THE TASK
The listing below must be repeated word for word, without its pictures.

RECORDED INFORMATION
━━━━━━━━

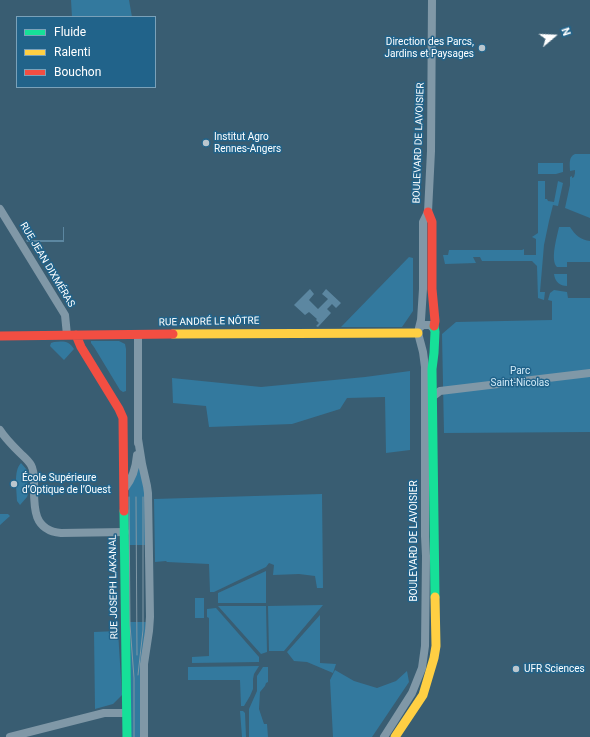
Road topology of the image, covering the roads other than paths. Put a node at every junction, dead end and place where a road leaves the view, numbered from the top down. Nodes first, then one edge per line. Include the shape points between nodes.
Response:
1 (432, 0) edge
2 (0, 209) edge
3 (428, 212) junction
4 (419, 332) junction
5 (434, 332) junction
6 (138, 334) junction
7 (71, 335) junction
8 (0, 336) edge
9 (590, 374) edge
10 (432, 397) junction
11 (0, 430) edge
12 (138, 439) junction
13 (125, 488) junction
14 (125, 532) junction
15 (127, 713) junction
16 (10, 737) edge
17 (128, 737) edge
18 (144, 737) edge
19 (384, 737) edge
20 (395, 737) edge

1 - 3 street, BOULEVARD DE LAVOISIER
2 - 7 street, RUE JEAN DIXMÉRAS via 65,315
3 - 4 street, BOULEVARD DE LAVOISIER via 424,222 423,289
3 - 5 street, BOULEVARD DE LAVOISIER via 432,222
4 - 5 street via 423,325 427,324
4 - 5 street via 421,339 426,341 431,340
4 - 6 street, RUE ANDRÉ LE NÔTRE
4 - 19 street, BOULEVARD DE LAVOISIER via 425,368 425,646 422,668 412,693
5 - 10 street, BOULEVARD DE LAVOISIER
6 - 7 street, RUE ANDRÉ LE NÔTRE
6 - 12 street, RUE JOSEPH LAKANAL
7 - 8 street, RUE ANDRÉ LE NÔTRE
7 - 13 street, RUE JEAN DIXMÉRAS via 81,347 123,418
9 - 10 street via 440,391
10 - 20 street, BOULEVARD DE LAVOISIER via 436,646 423,695
11 - 14 street via 31,465 34,473 35,513 44,527 61,533
12 - 13 street, RUE JOSEPH LAKANAL via 137,464
12 - 18 street, RUE JOSEPH LAKANAL via 148,486 149,631 144,664
13 - 14 street, RUE JOSEPH LAKANAL
14 - 15 street, RUE JOSEPH LAKANAL
15 - 16 street via 104,713
15 - 17 street, RUE JOSEPH LAKANAL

━━━━━━━━

COMPLETED EXERCISE
Road topology of the image, covering the roads other than paths. Put a node at every junction, dead end and place where a road leaves the view, numbered from the top down. Nodes first, then one edge per line. Include the shape points between nodes.
Response:
1 (432, 0) edge
2 (0, 209) edge
3 (428, 212) junction
4 (419, 332) junction
5 (434, 332) junction
6 (138, 334) junction
7 (71, 335) junction
8 (0, 336) edge
9 (590, 374) edge
10 (432, 397) junction
11 (0, 430) edge
12 (138, 439) junction
13 (125, 488) junction
14 (125, 532) junction
15 (127, 713) junction
16 (10, 737) edge
17 (128, 737) edge
18 (144, 737) edge
19 (384, 737) edge
20 (395, 737) edge

1 - 3 street, BOULEVARD DE LAVOISIER
2 - 7 street, RUE JEAN DIXMÉRAS via 65,315
3 - 4 street, BOULEVARD DE LAVOISIER via 424,222 423,289
3 - 5 street, BOULEVARD DE LAVOISIER via 432,222
4 - 5 street via 423,325 427,324
4 - 5 street via 421,339 426,341 431,340
4 - 6 street, RUE ANDRÉ LE NÔTRE
4 - 19 street, BOULEVARD DE LAVOISIER via 425,368 425,646 422,668 412,693
5 - 10 street, BOULEVARD DE LAVOISIER
6 - 7 street, RUE ANDRÉ LE NÔTRE
6 - 12 street, RUE JOSEPH LAKANAL
7 - 8 street, RUE ANDRÉ LE NÔTRE
7 - 13 street, RUE JEAN DIXMÉRAS via 81,347 123,418
9 - 10 street via 440,391
10 - 20 street, BOULEVARD DE LAVOISIER via 436,646 423,695
11 - 14 street via 31,465 34,473 35,513 44,527 61,533
12 - 13 street, RUE JOSEPH LAKANAL via 137,464
12 - 18 street, RUE JOSEPH LAKANAL via 148,486 149,631 144,664
13 - 14 street, RUE JOSEPH LAKANAL
14 - 15 street, RUE JOSEPH LAKANAL
15 - 16 street via 104,713
15 - 17 street, RUE JOSEPH LAKANAL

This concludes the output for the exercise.